City Council did not have to vote on either of the loans; empowerment zone funds are distributed through the office of City of Columbia Community Development Director Tony Lawton.
“Considering the short life of the CamBry Inc. loan before it defaulted, and the issues that have surfaced regarding the aforementioned loan to Veronica Isaac, we have serious concerns about the [Sumter-Columbia Empowerment Zone’s] underwriting guidelines and internal processes for approving loans under its various loan programs that operate with Empowerment Zone funding,” reads the HUD report.
In other words, getting EZ money for projects that HUD deems ineligible shouldn’t be so, well … easy.
For her part, Councilwoman Devine has said she believes that no wrongdoing has taken place and any controversy surrounding the matter has been “blown out of proportion.”
Earlier this year, Devine had contemplated a run for mayor but decided against it.
Rickenmann appeared blindsided by seeing his name in the report and fired off a Sept. 29 letter to HUD that called the information regarding him “incorrect and misleading.” The review misrepresented facts surrounding a “legitimate business transaction,” he wrote.
The at-large councilman met with HUD officials at their Columbia field office on Oct. 1 and provided them with documents that he says dispute each point in the HUD report.
He also provided copies of checks, closing documents and contracts to Free Times that appear at odds with HUD’s review when it comes to some specifics of the loan in question.
Rickenmann says he is following up on his meeting with HUD by sending a letter that asks them to either respond with documentation supporting their claims in writing or retract the statements they made that were incorrect in the HUD report.
HUD regional spokesman Joe Philips, who is based out of Atlanta, said on Oct. 2 that he was unaware of the meeting.
Though a cover letter accompanying the HUD report is dated Sept. 15, Mayor Bob Coble says he didn’t receive it until Sept. 28.
Columbia Community Development director Tony Lawton says he received the report on Sept. 16 and doesn’t know why the mayor didn’t see it until nearly two weeks later.
City officials remain baffled about how the report became public.

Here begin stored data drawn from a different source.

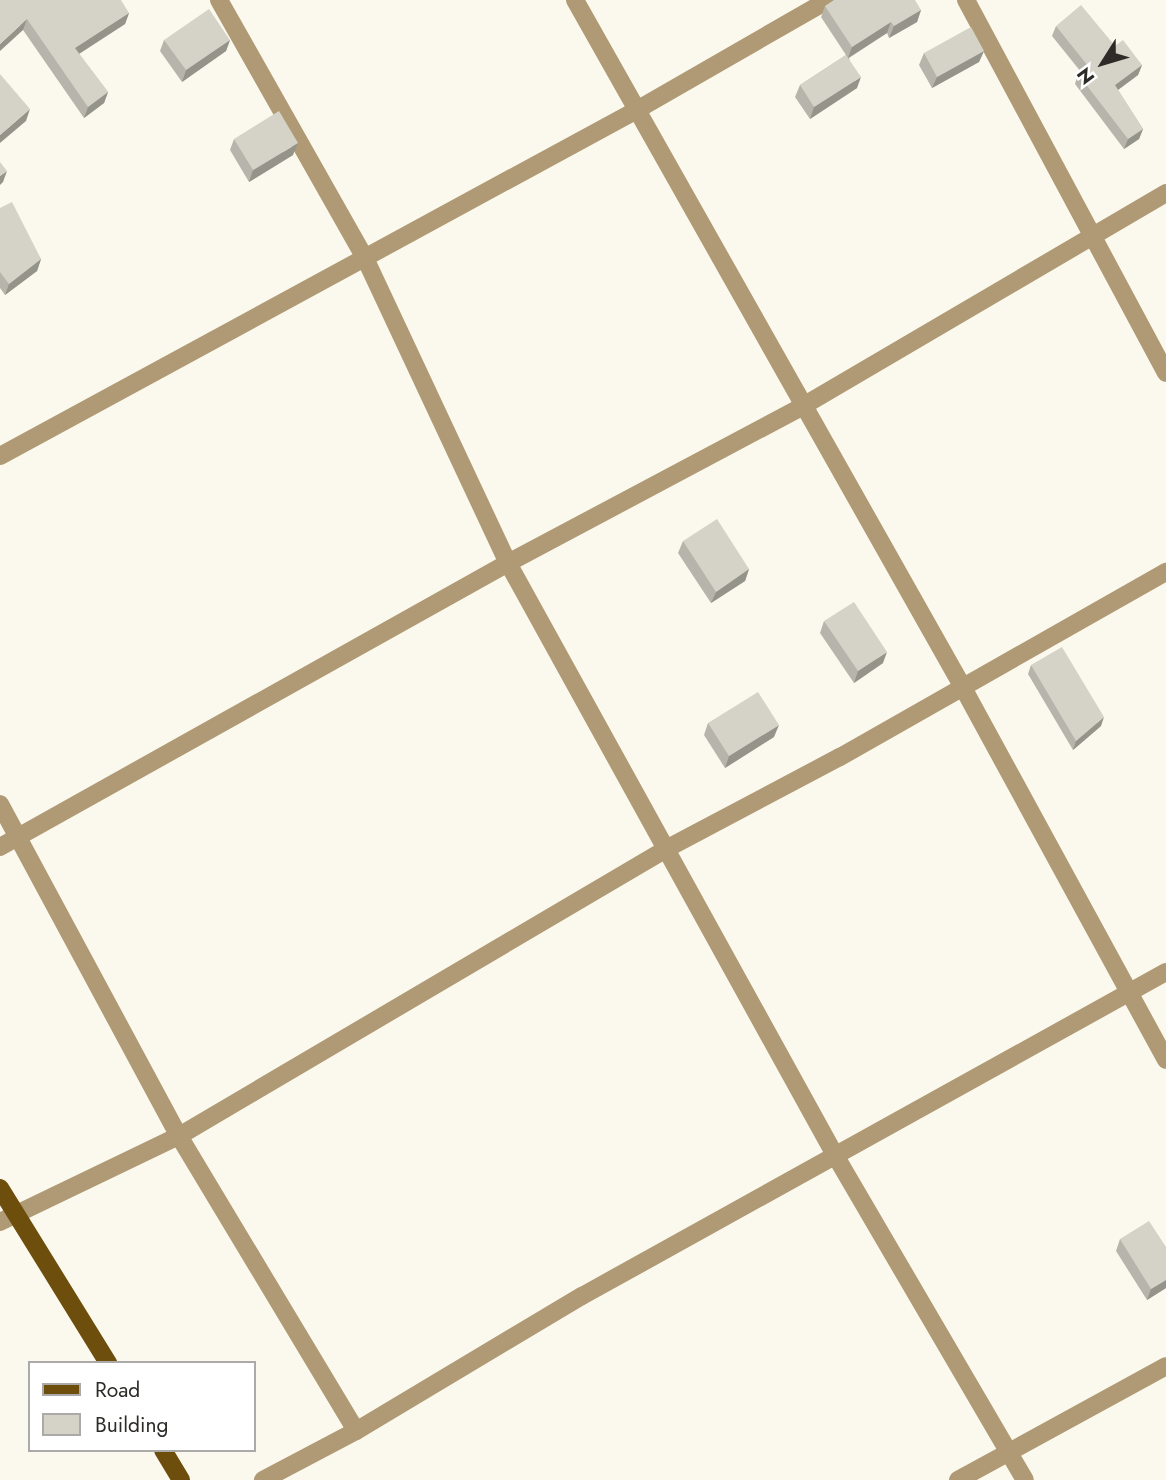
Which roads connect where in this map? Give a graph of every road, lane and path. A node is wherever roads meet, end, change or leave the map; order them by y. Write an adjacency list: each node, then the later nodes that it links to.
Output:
1 (219, 0): 8 (street)
2 (575, 0): 5 (street)
3 (828, 0): 5 (street)
4 (966, 0): 7 (street)
5 (635, 111): 8 (street); 10 (street)
6 (1166, 193): 7 (street)
7 (1093, 236): 9 (street); 10 (street)
8 (365, 258): 11 (street); 12 (street)
9 (1166, 373)
10 (803, 406): 12 (street); 14 (street)
11 (0, 456)
12 (508, 563): 16 (street); 18 (street)
13 (1166, 572): 14 (street)
14 (961, 684): 18 (street); 20 (street)
15 (0, 804): 16 (street)
16 (19, 838): 17 (street); 22 (street)
17 (0, 847)
18 (666, 849): 22 (street); 23 (street)
19 (1166, 972): 20 (street)
20 (1128, 994): 21 (street); 23 (street)
21 (1166, 1060)
22 (179, 1136): 25 (street); 28 (street)
23 (835, 1155): 28 (street); 29 (street)
24 (0, 1188): 25 (main road)
25 (7, 1218): 26 (main road)
26 (107, 1361)
27 (1166, 1366): 29 (street)
28 (356, 1431): 32 (street)
29 (1008, 1451): 33 (street); 34 (street)
30 (164, 1452): 31 (main road)
31 (181, 1480)
32 (263, 1480)
33 (958, 1480)
34 (1025, 1480)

“It’s obvious the media got this information before we received it,” Lawton says. “How that took place I really don’t know.”
HUD spokesman Philips says the city has until Oct. 15 to respond to the report, specifically with regard to the loan obtained by Councilwoman Devine’s mother.
“The one particular concern … was expressed with regards to the $280,000 expenditure.
[The loan] was initially determined to be an illegible expense,” Philips says. “If it’s determined after further review to be an illegible expense then that $280,000 will have to be repaid out of non-federal funding.”
Along with concerns about the specific loans involving Devine and Rickenmann, the report raises additional questions about the city’s administration of the empowerment zone.
Specifically, the report references insufficient implementation plans on several empowerment zone projects and raises concerns about the city’s guidelines for issuing loans.
Coble declined to comment further on the HUD report, saying only that he planned to read all the information available and take up the issue during the next council meeting.